Battle lines are hardening as Prime Minister Theresa May faces votes in Parliament this week on amendments to her Brexit Withdrawal Agreement.

The government is opposing moves by rank-and-file politicians to force a delay in the March exit date rather than crash out of the European Union without an agreement.

Yet opposition Labour lawmaker Yvette Cooper, who has proposed an amendment to postpone the departure, said it’s the only appropriate course of action. Votes on amendments are planned Tuesday.

“You can’t just carry on with a kind of game of chicken,” she said Sunday on the BBC.

“Someone has to take some responsibility and say, if the prime minister runs out of time she may need some more time, and that is not about blocking Brexit. That is about being responsible.”

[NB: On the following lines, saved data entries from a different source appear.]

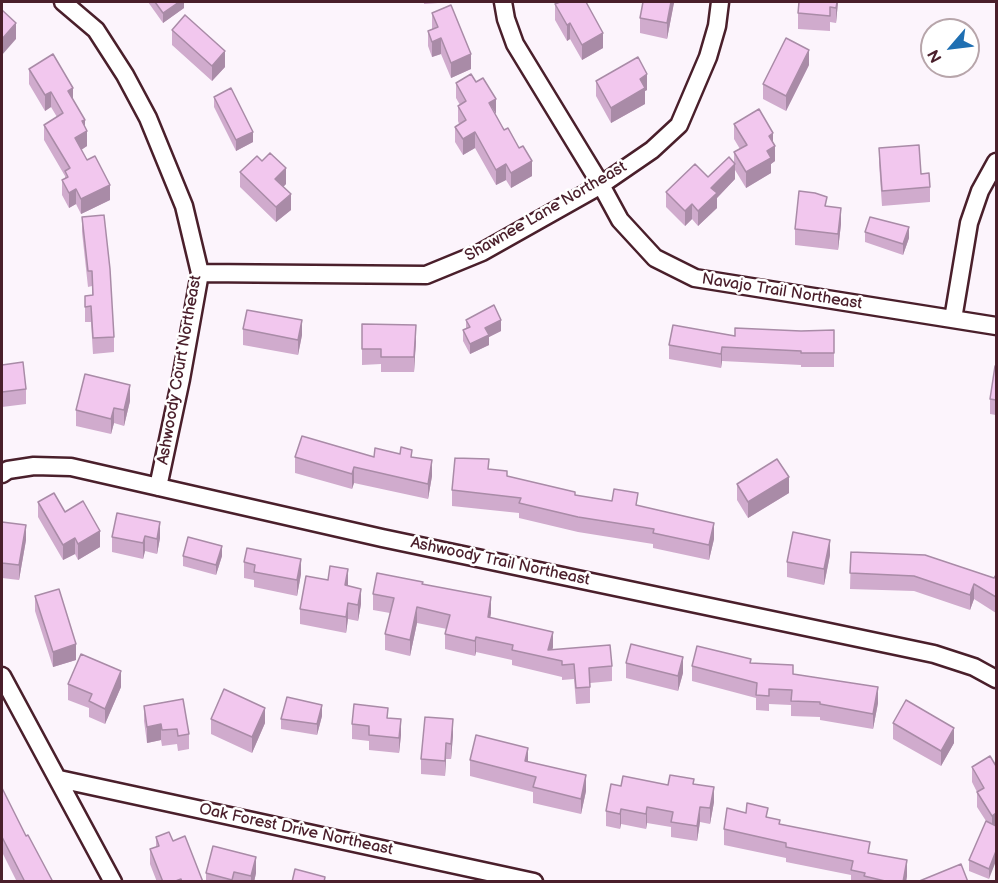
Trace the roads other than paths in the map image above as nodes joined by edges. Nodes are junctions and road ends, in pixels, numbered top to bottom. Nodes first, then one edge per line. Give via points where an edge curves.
1 (63, 2) edge
2 (503, 2) edge
3 (720, 2) edge
4 (996, 162) edge
5 (601, 185) junction
6 (200, 273) junction
7 (953, 319) junction
8 (996, 326) edge
9 (2, 474) edge
10 (158, 488) junction
11 (2, 676) edge
12 (996, 679) edge
13 (59, 779) junction
14 (113, 882) edge
15 (534, 882) edge

1 - 6 street, Ashwoody Court Northeast via 96,30 148,118 184,206
2 - 5 street, Navajo Trail Northeast via 515,44
3 - 5 street, Shawnee Lane Northeast via 708,57 679,125 652,150
4 - 7 street via 969,223
5 - 6 street, Shawnee Lane Northeast via 482,252 426,275
5 - 7 street, Navajo Trail Northeast via 620,220 655,258 694,278
6 - 10 street, Ashwoody Court Northeast
7 - 8 street, Navajo Trail Northeast
9 - 10 street, Ashwoody Trail Northeast via 34,466 71,467
10 - 12 street, Ashwoody Trail Northeast via 934,654
11 - 13 street
13 - 14 street
13 - 15 street, Oak Forest Drive Northeast

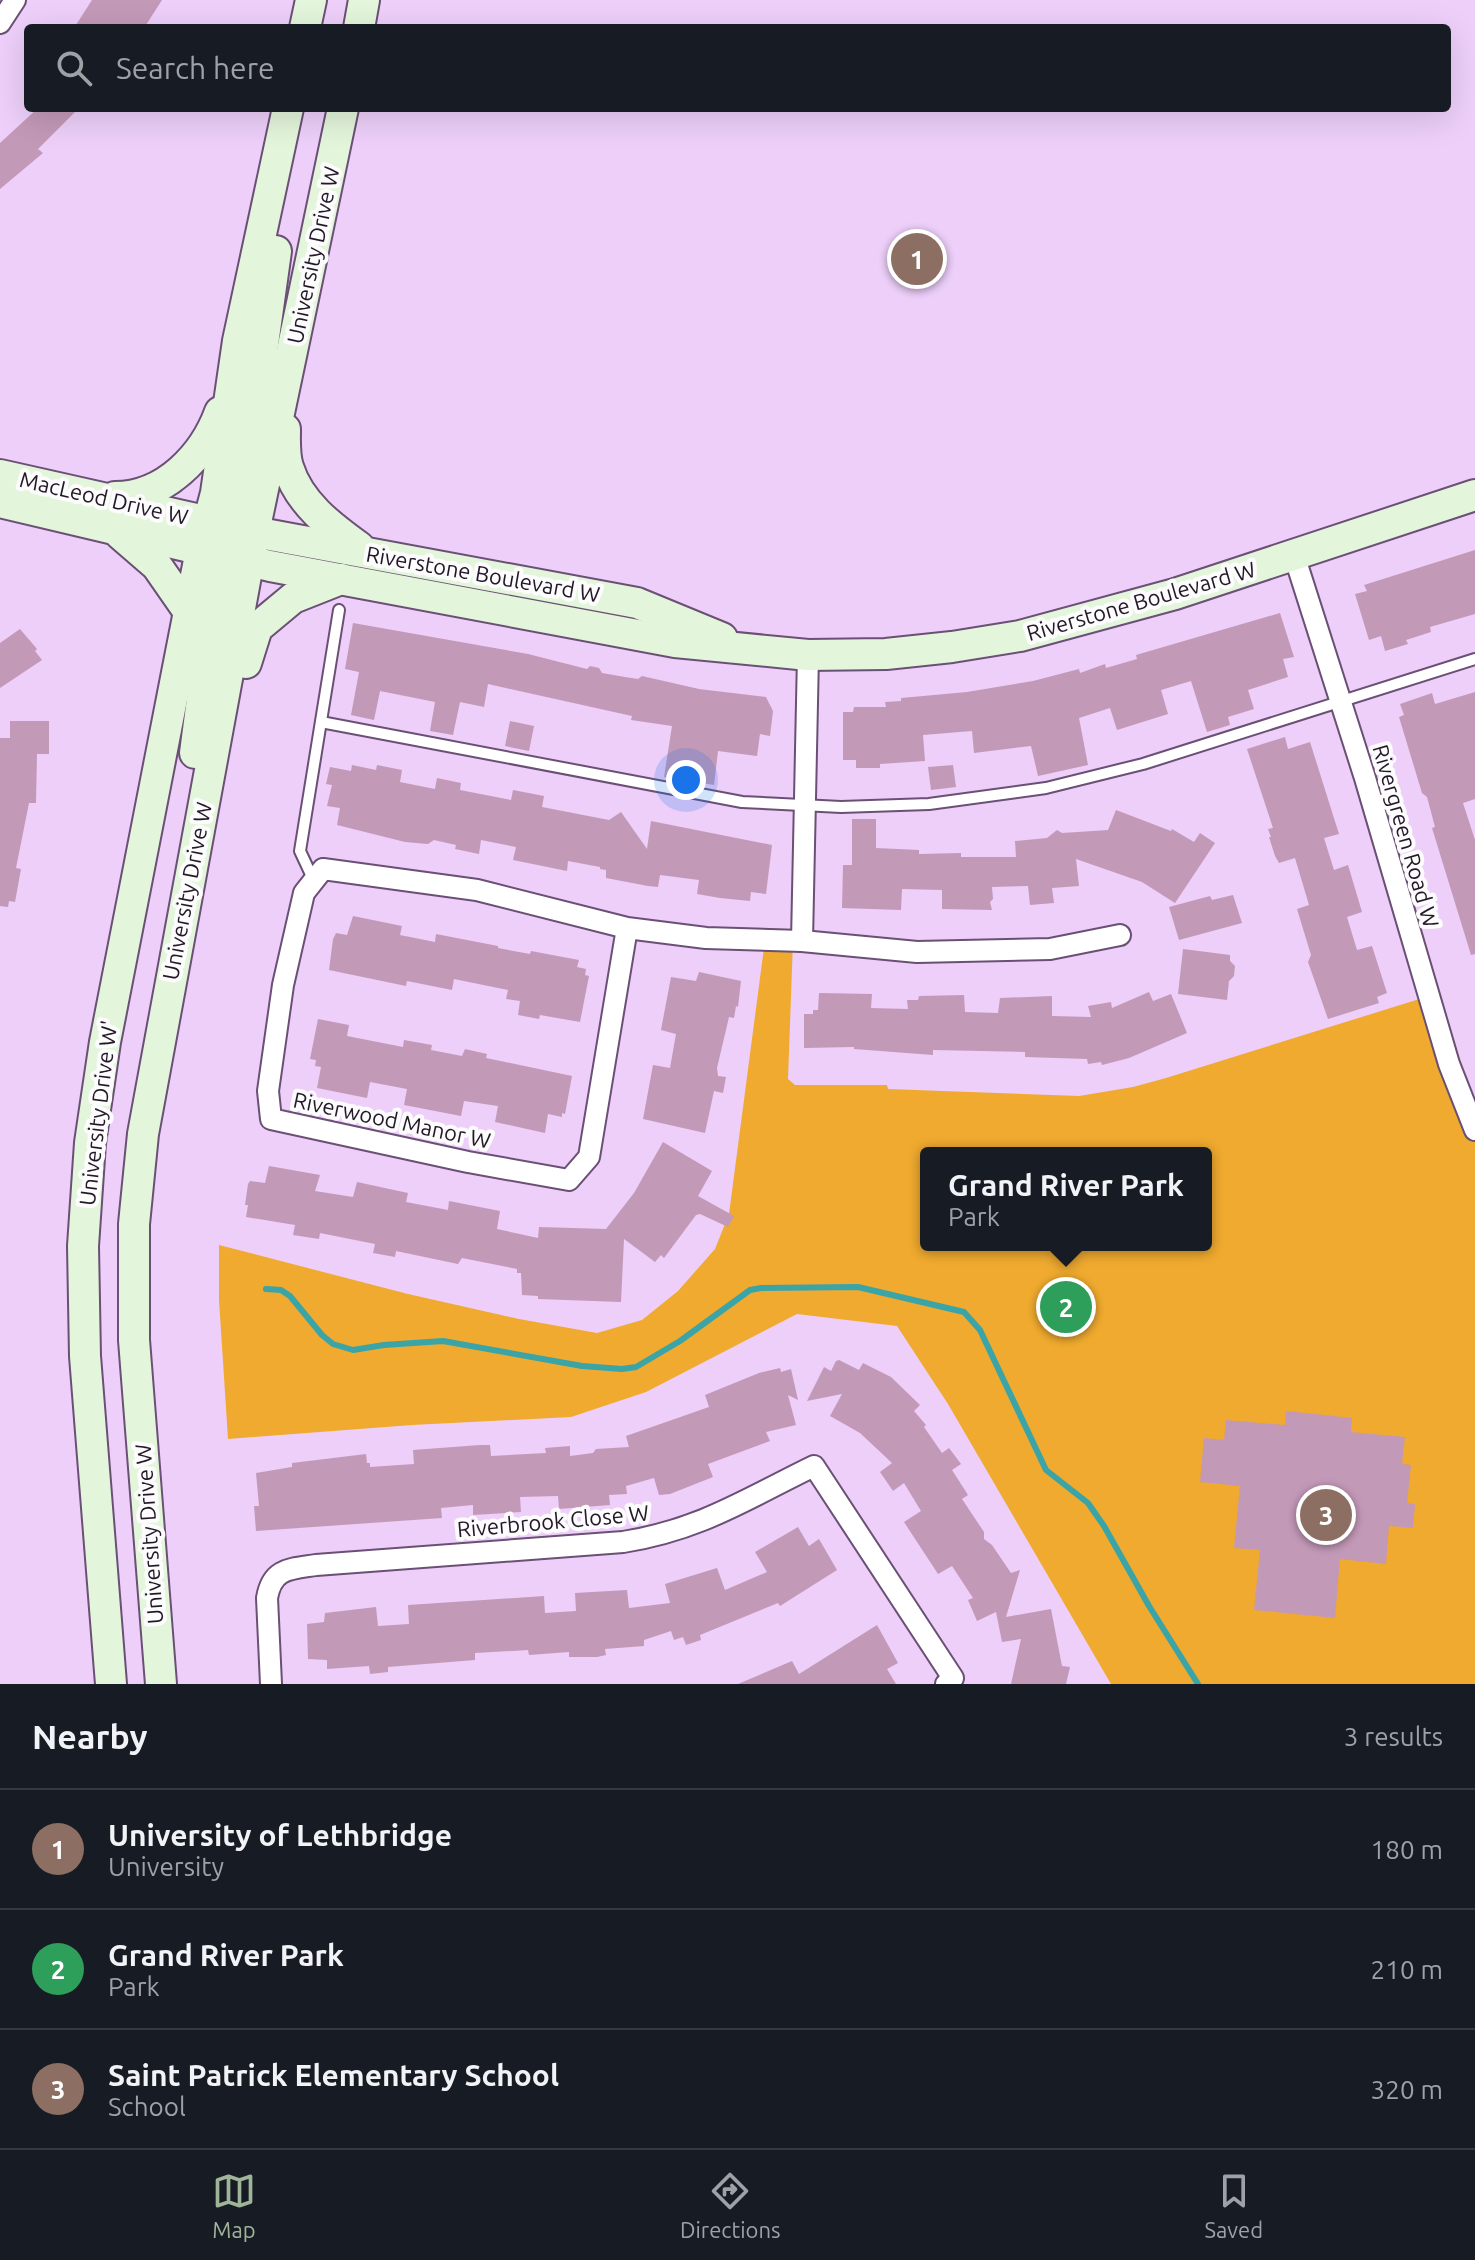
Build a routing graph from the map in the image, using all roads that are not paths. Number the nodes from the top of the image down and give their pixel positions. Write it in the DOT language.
graph roads {
  1 [pos="15,0"];
  2 [pos="311,0"];
  3 [pos="364,0"];
  4 [pos="0,23"];
  5 [pos="306,24"];
  6 [pos="360,24"];
  7 [pos="287,112"];
  8 [pos="297,112"];
  9 [pos="342,112"];
  10 [pos="230,383"];
  11 [pos="283,394"];
  12 [pos="0,475"];
  13 [pos="1475,495"];
  14 [pos="97,497"];
  15 [pos="0,502"];
  16 [pos="246,530"];
  17 [pos="115,531"];
  18 [pos="209,542"];
  19 [pos="367,553"];
  20 [pos="1294,555"];
  21 [pos="248,561"];
  22 [pos="341,579"];
  23 [pos="339,610"];
  24 [pos="189,612"];
  25 [pos="750,650"];
  26 [pos="808,655"];
  27 [pos="1475,659"];
  28 [pos="1341,702"];
  29 [pos="321,722"];
  30 [pos="804,805"];
  31 [pos="199,831"];
  32 [pos="314,881"];
  33 [pos="627,928"];
  34 [pos="1120,935"];
  35 [pos="802,941"];
  36 [pos="168,993"];
  37 [pos="1475,1130"];
  38 [pos="113,1684"];
  39 [pos="161,1684"];
  40 [pos="271,1684"];
  41 [pos="946,1684"];
  1 -- 4 [label="street"];
  2 -- 5 [label="main road"];
  3 -- 6 [label="main road"];
  7 -- 10 [label="main road"];
  8 -- 16 [label="main road"];
  9 -- 11 [label="main road, University Drive W"];
  10 -- 14 [label="main road"];
  10 -- 18 [label="main road"];
  11 -- 16 [label="main road, University Drive W"];
  11 -- 19 [label="main road"];
  12 -- 14 [label="main road, MacLeod Drive W"];
  13 -- 20 [label="main road, Riverstone Boulevard W"];
  14 -- 18 [label="main road, MacLeod Drive W"];
  15 -- 17 [label="main road, MacLeod Drive W"];
  16 -- 18 [label="main road, Riverstone Boulevard W"];
  16 -- 19 [label="main road, Riverstone Boulevard W"];
  16 -- 21 [label="main road, University Drive W"];
  17 -- 18 [label="main road, MacLeod Drive W"];
  17 -- 24 [label="main road"];
  18 -- 21 [label="main road, Riverstone Boulevard W"];
  18 -- 24 [label="main road, University Drive W'"];
  18 -- 36 [label="main road"];
  19 -- 25 [label="main road, Riverstone Boulevard W"];
  20 -- 26 [label="main road, Riverstone Boulevard W"];
  20 -- 28 [label="street, Rivergreen Road W"];
  21 -- 22 [label="main road, Riverstone Boulevard W"];
  21 -- 31 [label="main road, University Drive W"];
  22 -- 25 [label="main road, Riverstone Boulevard W"];
  22 -- 31 [label="main road"];
  23 -- 29 [label="lane"];
  24 -- 38 [label="main road, University Drive W'"];
  25 -- 26 [label="main road, Riverstone Boulevard W"];
  26 -- 30 [label="street"];
  27 -- 28 [label="lane"];
  28 -- 30 [label="lane"];
  28 -- 37 [label="street, Rivergreen Road W"];
  29 -- 30 [label="lane"];
  29 -- 32 [label="lane"];
  30 -- 35 [label="street"];
  31 -- 36 [label="main road, University Drive W"];
  32 -- 33 [label="street"];
  32 -- 33 [label="street, Riverwood Manor W"];
  33 -- 35 [label="street"];
  34 -- 35 [label="street"];
  36 -- 39 [label="main road, University Drive W"];
  40 -- 41 [label="street, Riverbrook Close W"];
}
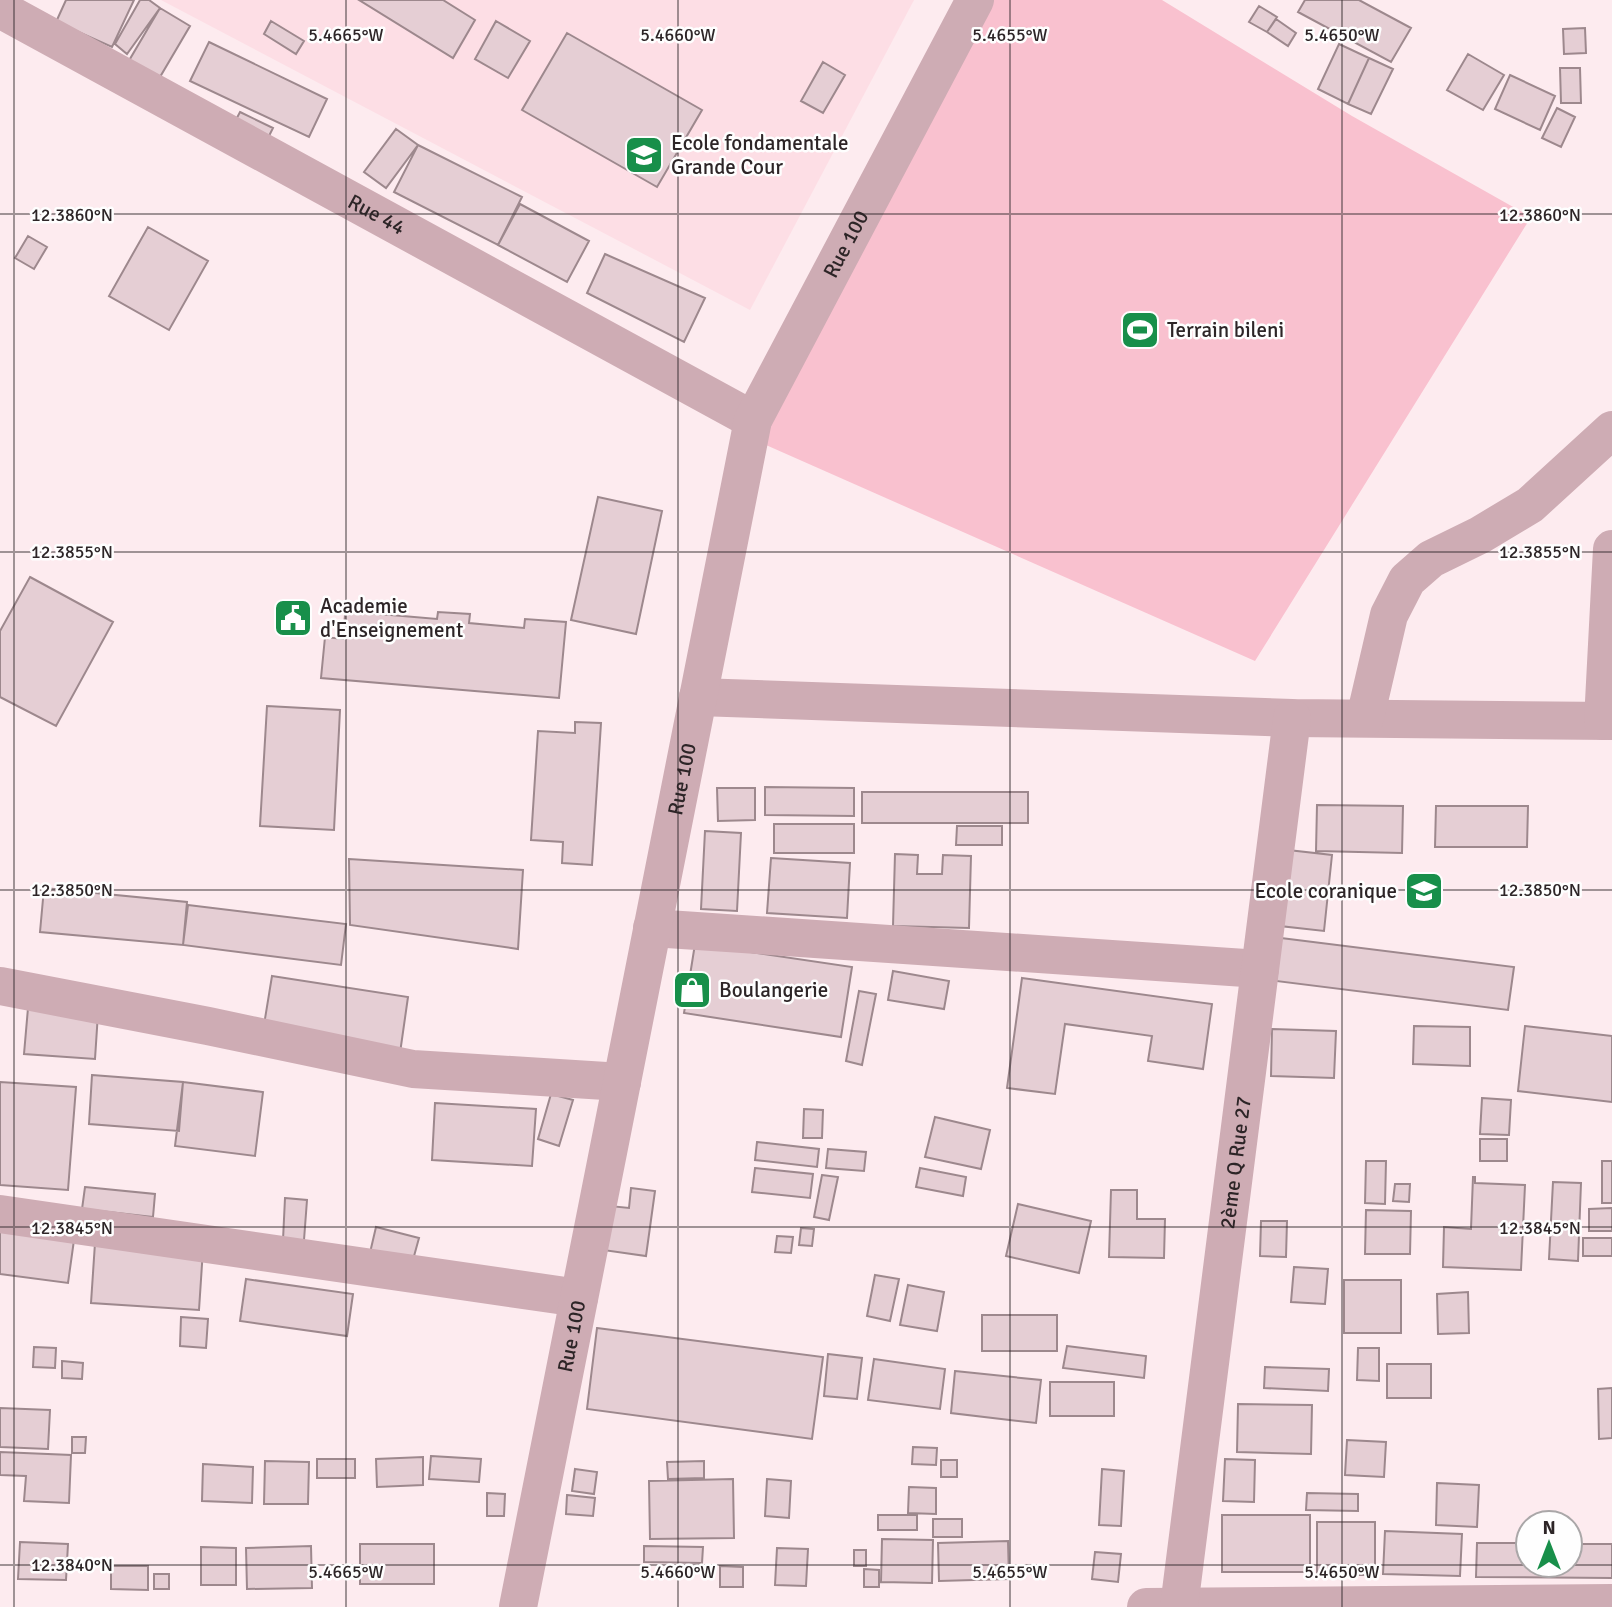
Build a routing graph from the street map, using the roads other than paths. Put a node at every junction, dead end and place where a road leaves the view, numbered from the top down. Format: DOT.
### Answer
graph roads {
  1 [pos="975,0"];
  2 [pos="2,14"];
  3 [pos="753,420"];
  4 [pos="1612,430"];
  5 [pos="1612,549"];
  6 [pos="698,697"];
  7 [pos="1292,718"];
  8 [pos="1366,718"];
  9 [pos="1608,721"];
  10 [pos="652,928"];
  11 [pos="1260,969"];
  12 [pos="0,986"];
  13 [pos="622,1082"];
  14 [pos="0,1214"];
  15 [pos="579,1298"];
  16 [pos="1612,1603"];
  17 [pos="518,1607"];
  18 [pos="1146,1607"];
  19 [pos="1179,1607"];
  1 -- 3 [label="street, Rue 100"];
  2 -- 3 [label="street, Rue 44"];
  3 -- 6 [label="street, Rue 100"];
  4 -- 8 [label="street"];
  5 -- 9 [label="street"];
  6 -- 7 [label="street"];
  6 -- 10 [label="street, Rue 100"];
  7 -- 8 [label="street"];
  7 -- 11 [label="street, 2ème Q Rue 27"];
  8 -- 9 [label="street"];
  10 -- 11 [label="street"];
  10 -- 13 [label="street, Rue 100"];
  11 -- 19 [label="street, 2ème Q Rue 27"];
  12 -- 13 [label="street"];
  13 -- 15 [label="street, Rue 100"];
  14 -- 15 [label="street"];
  15 -- 17 [label="street, Rue 100"];
  16 -- 19 [label="street"];
  18 -- 19 [label="street"];
}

However, Labour leader Jeremy Corbyn has yet to back Cooper’s amendment and has tabled his own, demanding a vote on either staying in a customs union with the EU or holding a second referendum. Labour lawmaker Angela Rayner told Sky News on Sunday that Labour should do whatever it takes to stop a no-deal scenario.

Major Disruptions

The UK is to leave the European Union on March 29, and after lawmakers overwhelming rejected the agreement May negotiated earlier, the concern is that exiting without a deal will cause major disruptions, economic hardship and a return to violence in Northern Ireland.

May’s lieutenants said on Sunday that concerns about leaving without a deal are overblown, since no one wants that to happen, while at the same time arguing that it’s important the option remains possible so that an agreement can be reached.

If you want to avoid no deal, “then it’s incumbent on you to vote for the deal that’s on the table,” Health Secretary Matt Hancock said on the BBC. He also said that delaying Brexit, as proposed by Cooper’s measure, doesn’t end the impasse.

There’s still common ground to be found among lawmakers to get May’s deal passed, Education Secretary Damian Hinds told Sky News. He also rejected extending the departure date or holding a second referendum.

Irish Backstop

The biggest obstacle in May’s deal for Brexit supporters is the requirement that the UK stay close to the EU to avoid a hard border between Northern Ireland and the Republic of Ireland. Some lawmakers, including Conservative Andrea Jenkyns on Sunday, have suggested scrapping the so-called backstop altogether to get the deal through.

Ireland, though, has made it clear it will insist on the backstop to ensure there’s no return to violence between the north and the republic. Neither the EU nor Ireland would accept an escape clause from the backstop or set a time limit, Deputy Prime Minister Simon Coveney said on the BBC.

None of the backstop’s opponents have presented a “pragmatic, sensible and legally sound” alternative, Coveney told the BBC. “There is no magic solution for this problem. If there were it would have emerged by now.”